[Start of section]

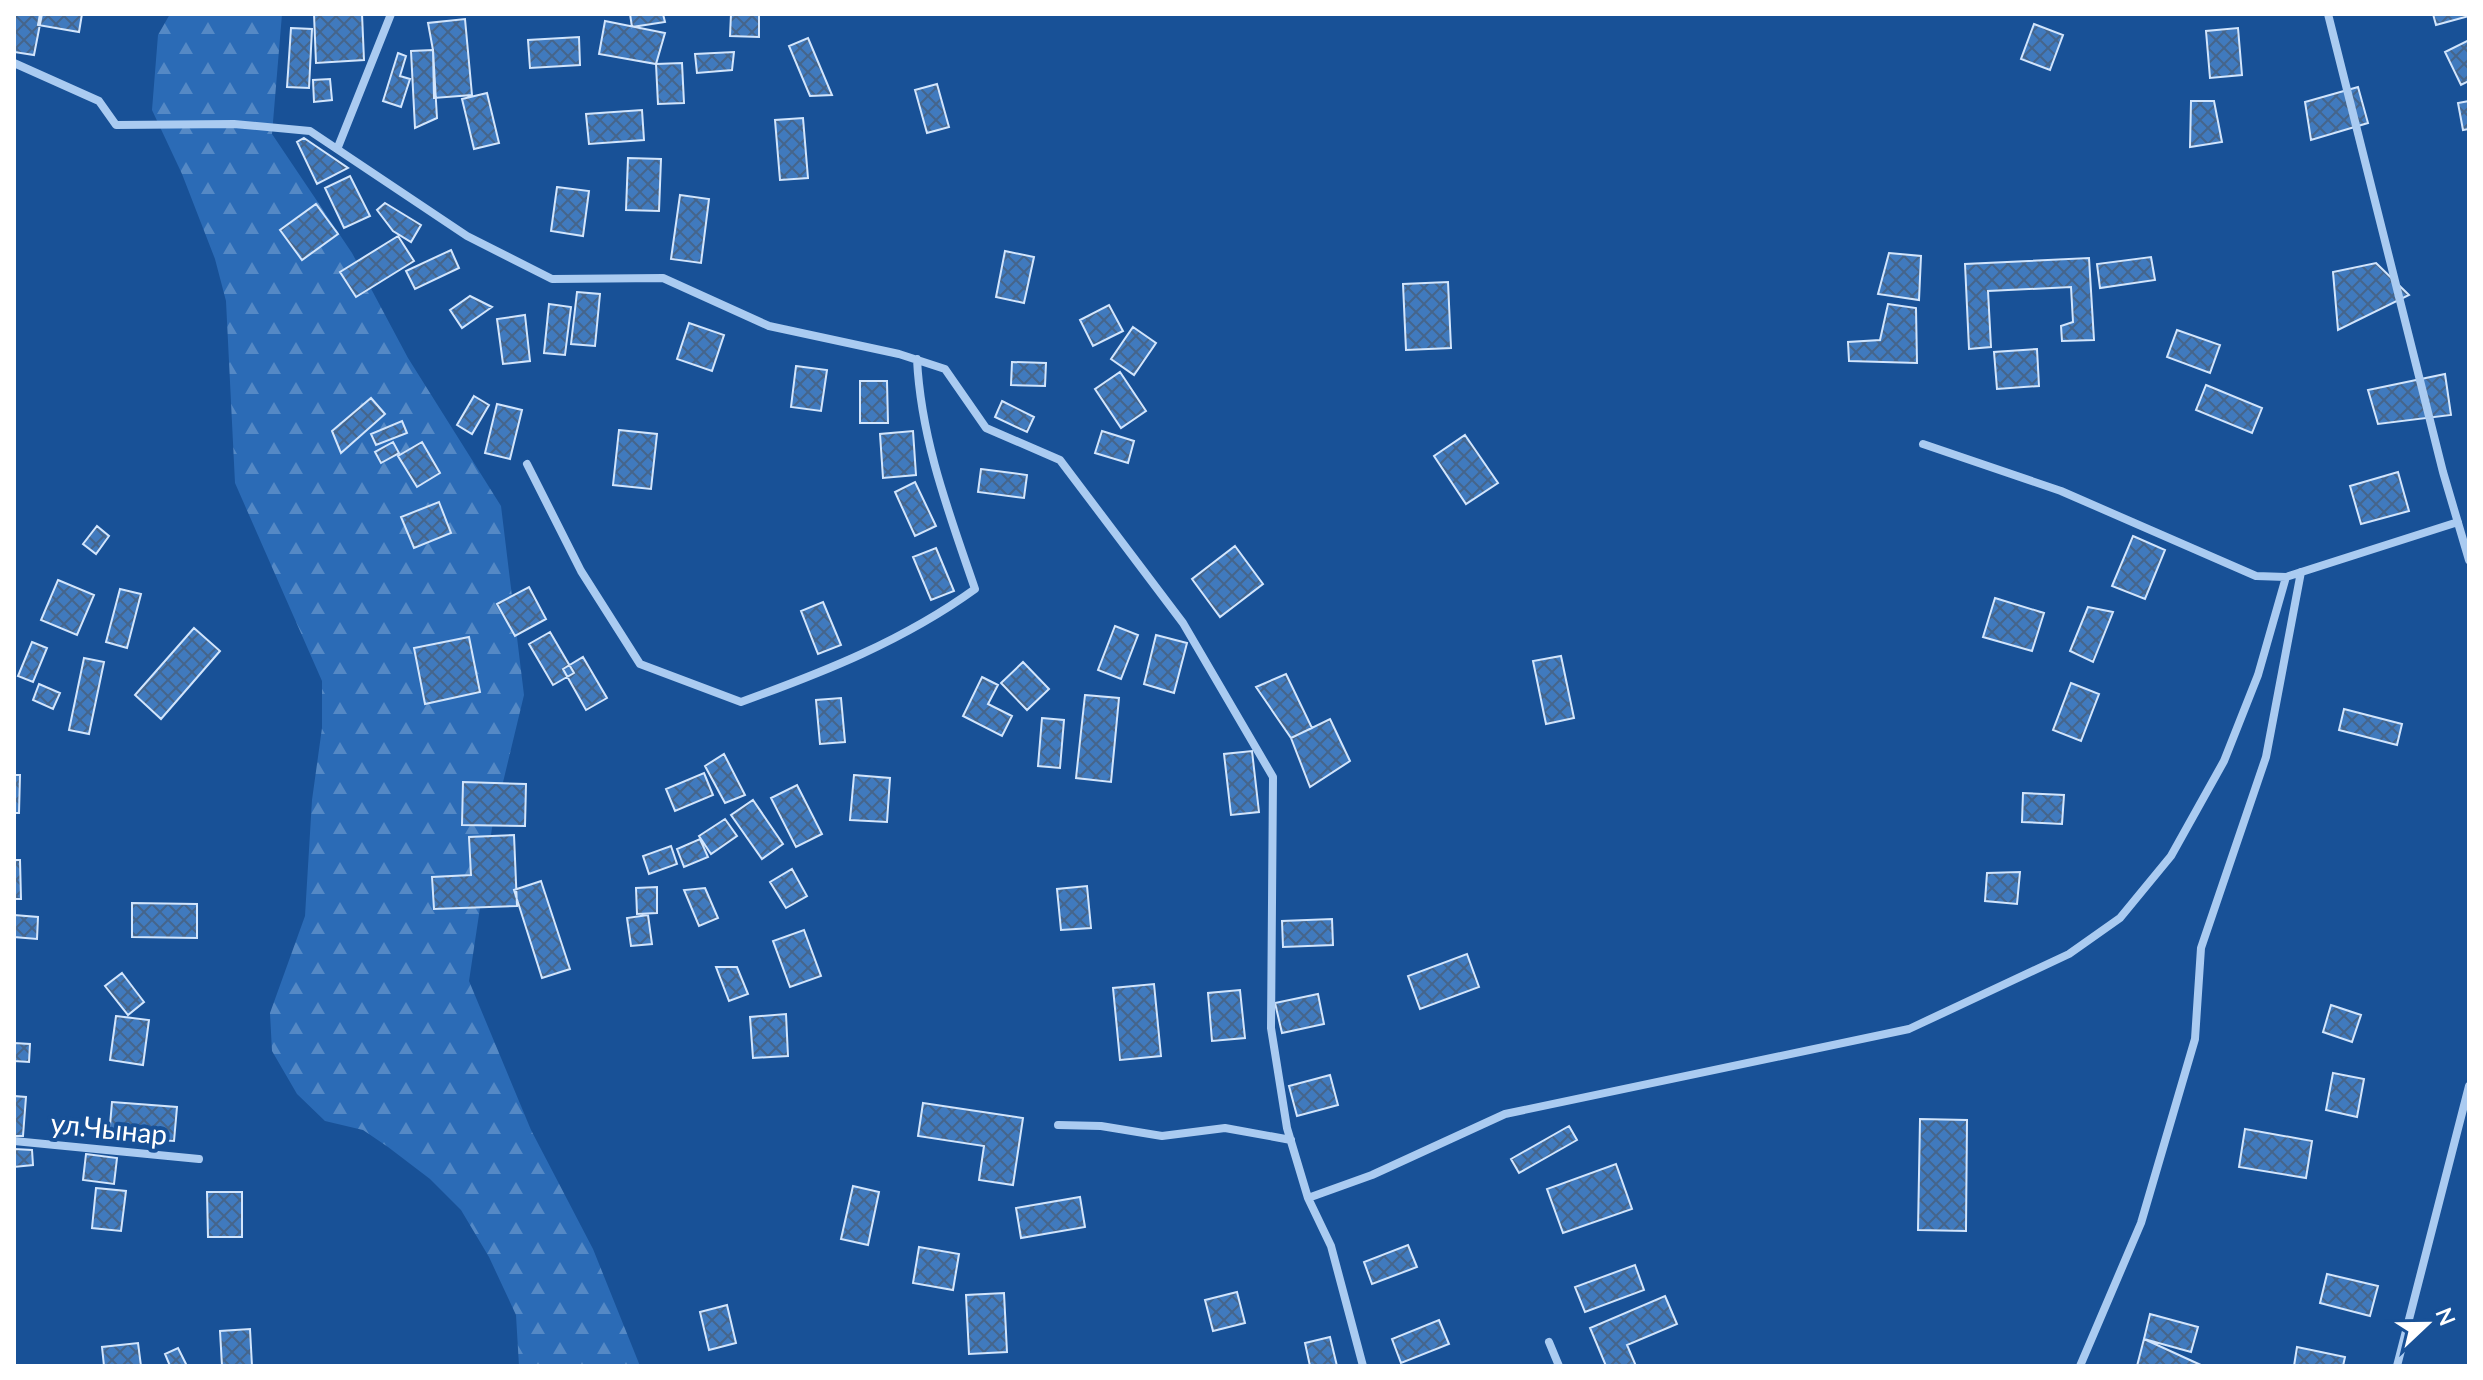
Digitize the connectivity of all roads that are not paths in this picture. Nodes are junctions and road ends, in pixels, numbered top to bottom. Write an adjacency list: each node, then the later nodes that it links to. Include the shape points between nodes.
1 (391, 14): 4 (street)
2 (2328, 14): 8 (street)
3 (14, 63): 4 (street, via 99,101 116,125 234,124 310,131)
4 (338, 147): 5 (street, via 467,236 552,279 663,278 769,326)
5 (917, 359): 7 (street, via 927,447 975,589 928,623 841,665 741,702 640,664 581,571); 14 (street, via 945,369 986,428 1060,460 1183,623 1273,777 1271,1028)
6 (1923, 444): 11 (street, via 2061,491 2256,576)
7 (527, 464)
8 (2458, 522): 9 (street); 10 (street)
9 (2469, 560)
10 (2301, 572): 11 (street); 21 (street, via 2266,757 2201,948 2195,1039 2141,1223)
11 (2286, 577): 17 (street, via 2258,675 2224,761 2171,856 2120,918 2069,954 1909,1029 1505,1114)
12 (2469, 1086): 22 (street)
13 (1058, 1125): 14 (street, via 1162,1136 1225,1128)
14 (1291, 1140): 17 (street)
15 (14, 1141): 16 (street, ул.Чынар)
16 (199, 1159)
17 (1308, 1198): 19 (street, via 1331,1246)
18 (1549, 1342): 20 (street)
19 (1363, 1366)
20 (1559, 1366)
21 (2080, 1366)
22 (2397, 1366)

[End of section]

▶ _WHAT IS NEEDED_: Repeat all of the listing above word for word, and exclude the pictures.

▶ _PROBLEM SOLUTION_:
Digitize the connectivity of all roads that are not paths in this picture. Nodes are junctions and road ends, in pixels, numbered top to bottom. Write an adjacency list: each node, then the later nodes that it links to. Include the shape points between nodes.
1 (391, 14): 4 (street)
2 (2328, 14): 8 (street)
3 (14, 63): 4 (street, via 99,101 116,125 234,124 310,131)
4 (338, 147): 5 (street, via 467,236 552,279 663,278 769,326)
5 (917, 359): 7 (street, via 927,447 975,589 928,623 841,665 741,702 640,664 581,571); 14 (street, via 945,369 986,428 1060,460 1183,623 1273,777 1271,1028)
6 (1923, 444): 11 (street, via 2061,491 2256,576)
7 (527, 464)
8 (2458, 522): 9 (street); 10 (street)
9 (2469, 560)
10 (2301, 572): 11 (street); 21 (street, via 2266,757 2201,948 2195,1039 2141,1223)
11 (2286, 577): 17 (street, via 2258,675 2224,761 2171,856 2120,918 2069,954 1909,1029 1505,1114)
12 (2469, 1086): 22 (street)
13 (1058, 1125): 14 (street, via 1162,1136 1225,1128)
14 (1291, 1140): 17 (street)
15 (14, 1141): 16 (street, ул.Чынар)
16 (199, 1159)
17 (1308, 1198): 19 (street, via 1331,1246)
18 (1549, 1342): 20 (street)
19 (1363, 1366)
20 (1559, 1366)
21 (2080, 1366)
22 (2397, 1366)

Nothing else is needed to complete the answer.